Does $G$-orbits $B_i$ in $V_1$ created by $G$ induces or create automatically $G$-orbit in $V_2$?
What are the $B_i$ in the following graph?
This graph is bipartite,
with parts $V_1=\{1,2,3,4,5,6\}$ and $V_2=\{7,8,9,10,11,12\}$,
and has two orbits, $\{1,2,5,6,7,8,11,12\}$ and $\{3,4,9,10\}$.
Is $B_1\{= (1,7), (2,8), (5,11), (6,12)\}$ or $B_1=\{ (1,8), (2,7), (5,12), (6,11)\}$ or both?
Note that there is no ambiguity in $B_2=\{(3,10),(4,9)\}$.
Here $G \leq \def\Sym{\mathrm{Sym}}\Sym(V_1) \times \Sym(V_2)$, which means that $G$ has an action on $V_1$, some other action on $V_2$, and hence we have an action on $V_1 \times V_2$. Note that if we chop $V_1$ into orbits $E_i$ and $V_2$ into orbits $F_i$ then the orbits of $G$ on $V_1 \times V_2$ will be contained in the products $E_i \times F_j$ (but they could be smaller). Here we are simply letting $B_i = E_i \times V_2$. This is a $G$-invariant set obtained by looking at the action of $G$ on $V_1$ and ignoring $V_2$. Obviously $B_i$ tells you nothing about $V_2$ orbits, because we ignored them completely.

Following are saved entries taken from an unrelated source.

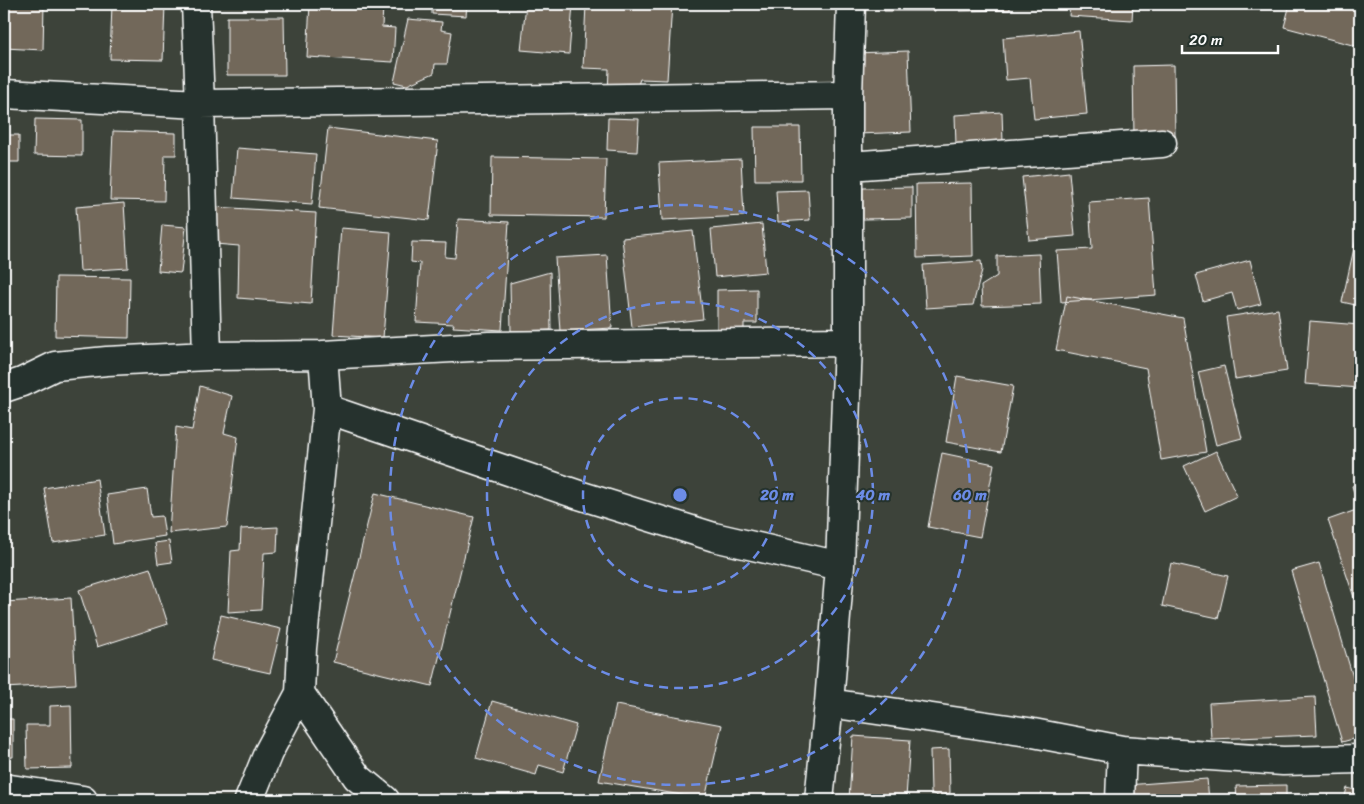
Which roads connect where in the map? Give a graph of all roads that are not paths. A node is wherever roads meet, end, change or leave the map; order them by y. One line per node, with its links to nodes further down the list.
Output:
1 (196, 4): 5 (street)
2 (851, 4): 4 (street)
3 (4, 94): 5 (street)
4 (848, 95): 5 (street); 7 (street)
5 (200, 104): 10 (street)
6 (1162, 143): 7 (street)
7 (848, 166): 8 (street)
8 (848, 342): 9 (street); 14 (street)
9 (323, 355): 10 (street); 13 (street)
10 (207, 356): 12 (street)
11 (4, 381): 12 (street)
12 (4, 388)
13 (327, 409): 14 (street); 15 (street)
14 (840, 566): 16 (street)
15 (300, 693): 21 (street); 22 (street)
16 (829, 703): 17 (street); 23 (street)
17 (1122, 750): 18 (street); 24 (street)
18 (1360, 759)
19 (4, 788): 20 (street)
20 (83, 800)
21 (249, 800)
22 (386, 800)
23 (819, 800)
24 (1120, 800)

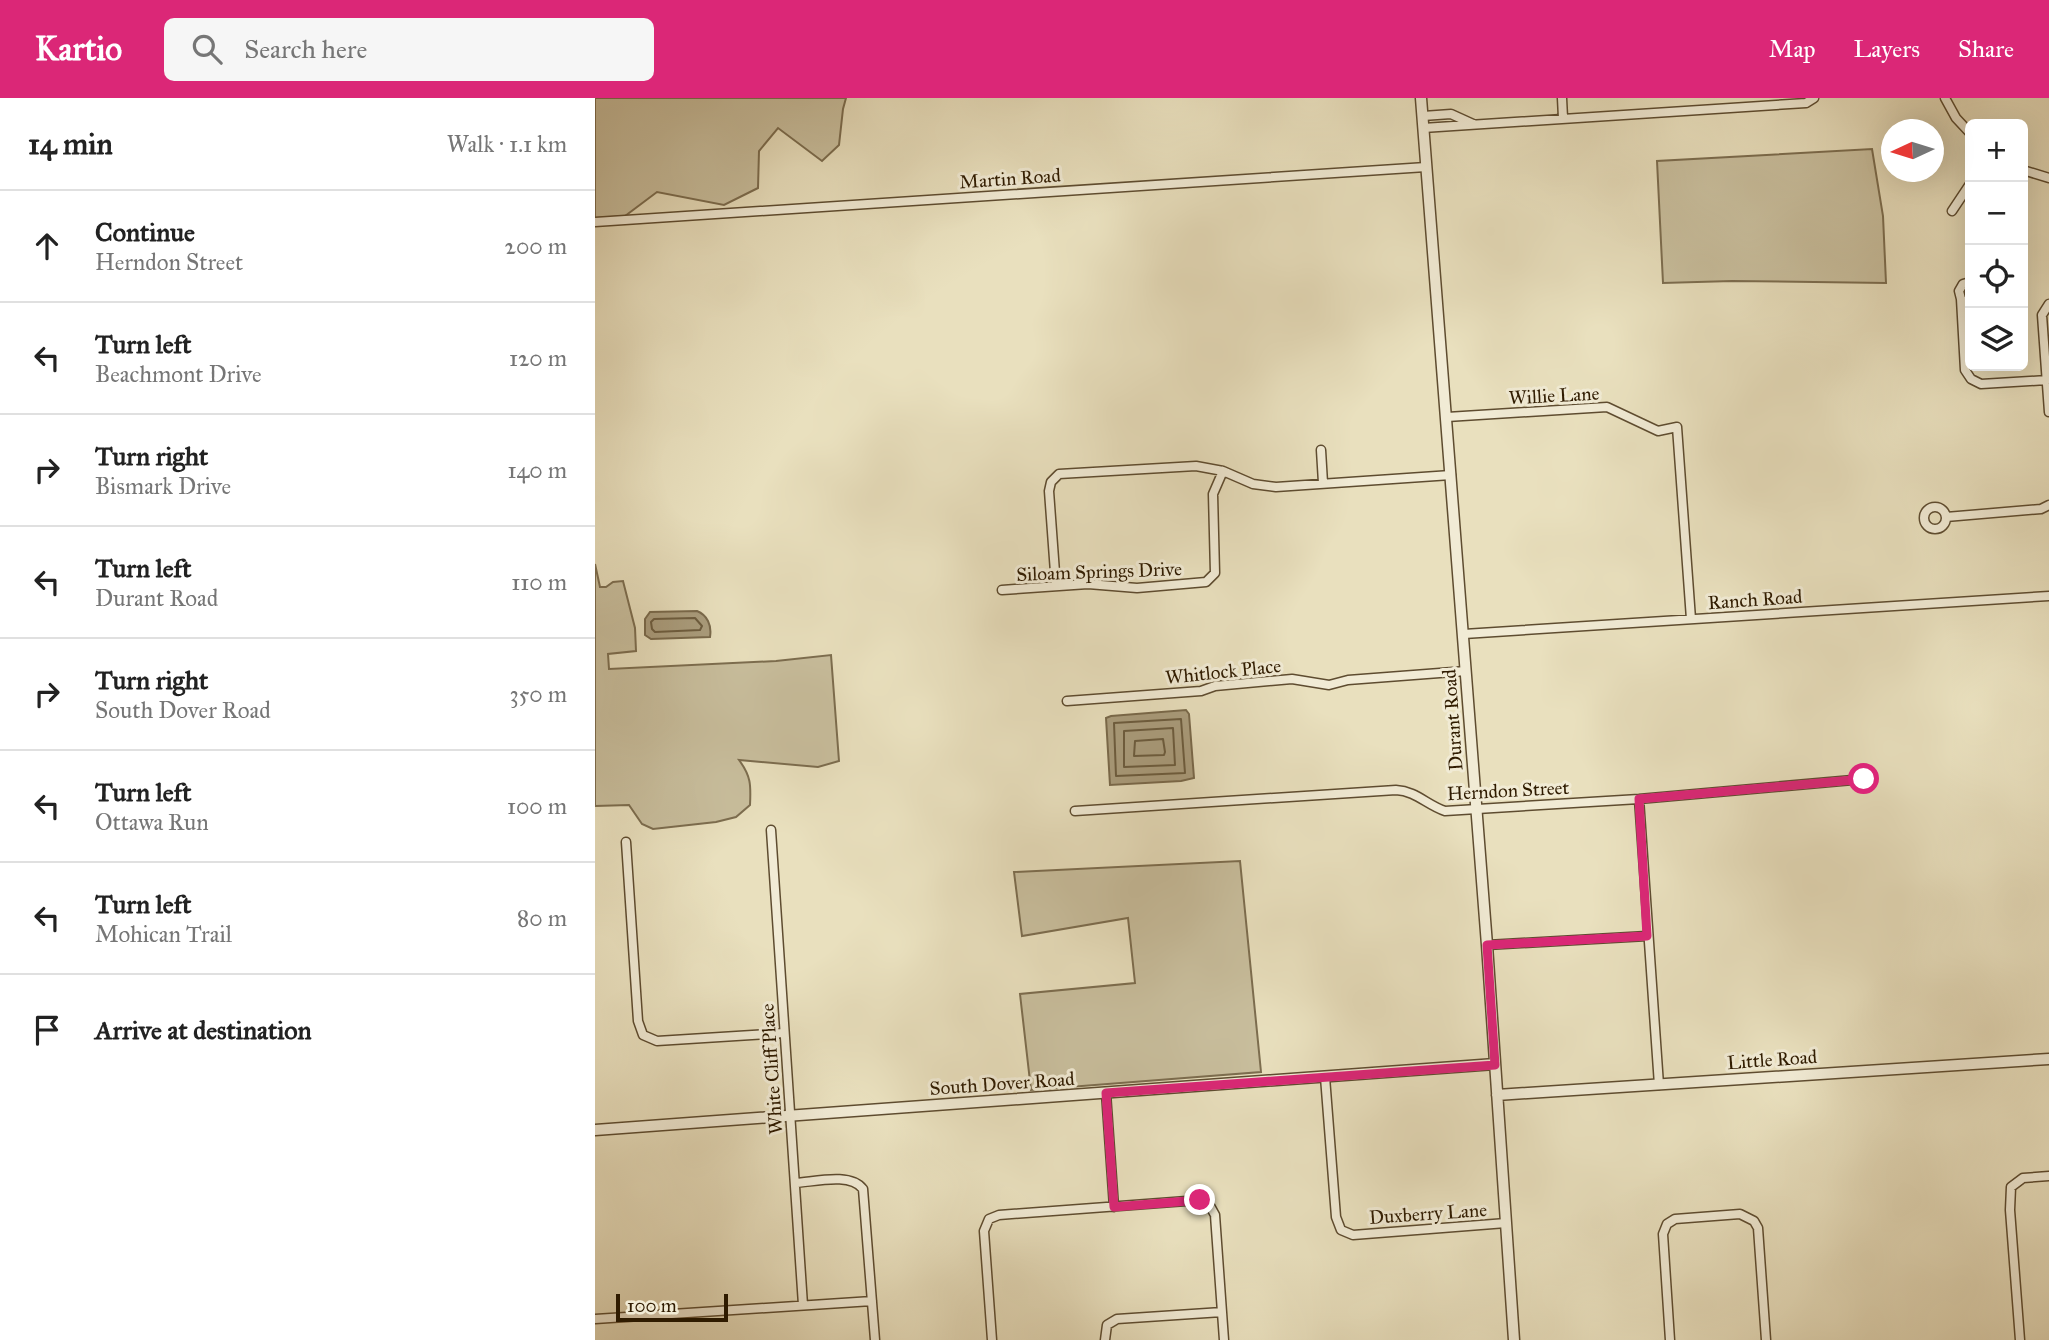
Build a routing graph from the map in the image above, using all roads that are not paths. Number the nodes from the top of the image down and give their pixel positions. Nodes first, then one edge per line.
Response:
1 (1421, 98) edge
2 (1562, 98) edge
3 (1814, 98) edge
4 (1945, 98) edge
5 (1423, 116) junction
6 (1563, 118) junction
7 (1473, 124) junction
8 (1423, 128) junction
9 (1965, 128) edge
10 (1426, 167) junction
11 (2028, 172) edge
12 (2049, 178) edge
13 (1965, 192) edge
14 (1952, 211) dead end
15 (595, 222) edge
16 (1965, 284) edge
17 (1961, 299) junction
18 (1965, 301) edge
19 (2049, 303) edge
20 (2047, 380) junction
21 (2049, 412) edge
22 (1447, 417) junction
23 (1321, 450) dead end
24 (1223, 471) junction
25 (1451, 475) junction
26 (1323, 483) junction
27 (2049, 505) edge
28 (1947, 517) dead end
29 (1056, 586) junction
30 (1002, 590) dead end
31 (2049, 596) edge
32 (1691, 619) junction
33 (1464, 634) junction
34 (1466, 671) junction
35 (1067, 701) dead end
36 (1864, 779) dead end
37 (1639, 799) junction
38 (1475, 809) junction
39 (1075, 811) dead end
40 (771, 830) dead end
41 (626, 842) dead end
42 (1647, 936) junction
43 (1487, 945) junction
44 (784, 1033) junction
45 (2049, 1059) edge
46 (1495, 1065) junction
47 (1325, 1077) junction
48 (1659, 1084) junction
49 (1106, 1093) junction
50 (1497, 1096) junction
51 (790, 1116) junction
52 (595, 1130) edge
53 (2049, 1176) edge
54 (795, 1183) junction
55 (1114, 1207) junction
56 (1506, 1223) junction
57 (872, 1301) junction
58 (803, 1305) junction
59 (1222, 1312) junction
60 (595, 1319) edge
61 (874, 1340) edge
62 (992, 1340) edge
63 (1105, 1340) edge
64 (1224, 1340) edge
65 (1514, 1340) edge
66 (1670, 1340) edge
67 (1766, 1340) edge
68 (2021, 1340) edge

1 - 5 street, Durant Road
2 - 6 street
3 - 6 street
4 - 9 street
5 - 7 street
5 - 8 street, Durant Road
6 - 7 street
7 - 8 street
8 - 10 street, Durant Road
10 - 15 street, Martin Road
10 - 22 street, Durant Road
11 - 12 street
13 - 14 street
16 - 17 street
17 - 18 street
17 - 20 street
19 - 20 street
20 - 21 street
22 - 25 street, Durant Road
22 - 32 street, Willie Lane
23 - 26 street
24 - 26 street
24 - 29 street, Siloam Springs Drive
24 - 29 street
25 - 26 street
25 - 33 street, Durant Road
27 - 28 street
29 - 30 street, Siloam Springs Drive
31 - 32 street, Ranch Road
32 - 33 street, Ranch Road
33 - 34 street, Durant Road
34 - 35 street, Whitlock Place
34 - 38 street, Durant Road
36 - 37 street, Herndon Street
37 - 38 street, Herndon Street
37 - 42 street
38 - 39 street, Herndon Street
38 - 43 street, Durant Road
40 - 44 street, White Cliff Place
41 - 44 street
42 - 43 street
42 - 48 street
43 - 46 street, Durant Road
44 - 51 street, White Cliff Place
45 - 48 street, Little Road
46 - 47 street, South Dover Road
46 - 50 street, Durant Road
47 - 49 street, South Dover Road
47 - 56 street, Duxberry Lane
48 - 50 street, Little Road
49 - 51 street, South Dover Road
49 - 55 street
50 - 56 street, Durant Road
51 - 52 street, South Dover Road
51 - 54 street, White Cliff Place
53 - 68 street
54 - 57 street
54 - 58 street, White Cliff Place
55 - 59 street
55 - 62 street
56 - 65 street, Durant Road
57 - 58 street
57 - 61 street
58 - 60 street
59 - 63 street
59 - 64 street
66 - 67 street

Your example is confused. The bold part of your question says that $V_1$ and $V_2$ are considered to be segregated permanently. Hence it is better to say that the orbits of $G$ (the automorphism group) on $V_1$ are $\{1, 2, 5, 6\}$ and $\{3, 4\}$ (while its orbits on $V_2$ are... similar, but who cares). Hence $B_1 = \{1, 2, 5, 6\} \times V_2$ and $B_2 = \{3, 4\} \times V_2$.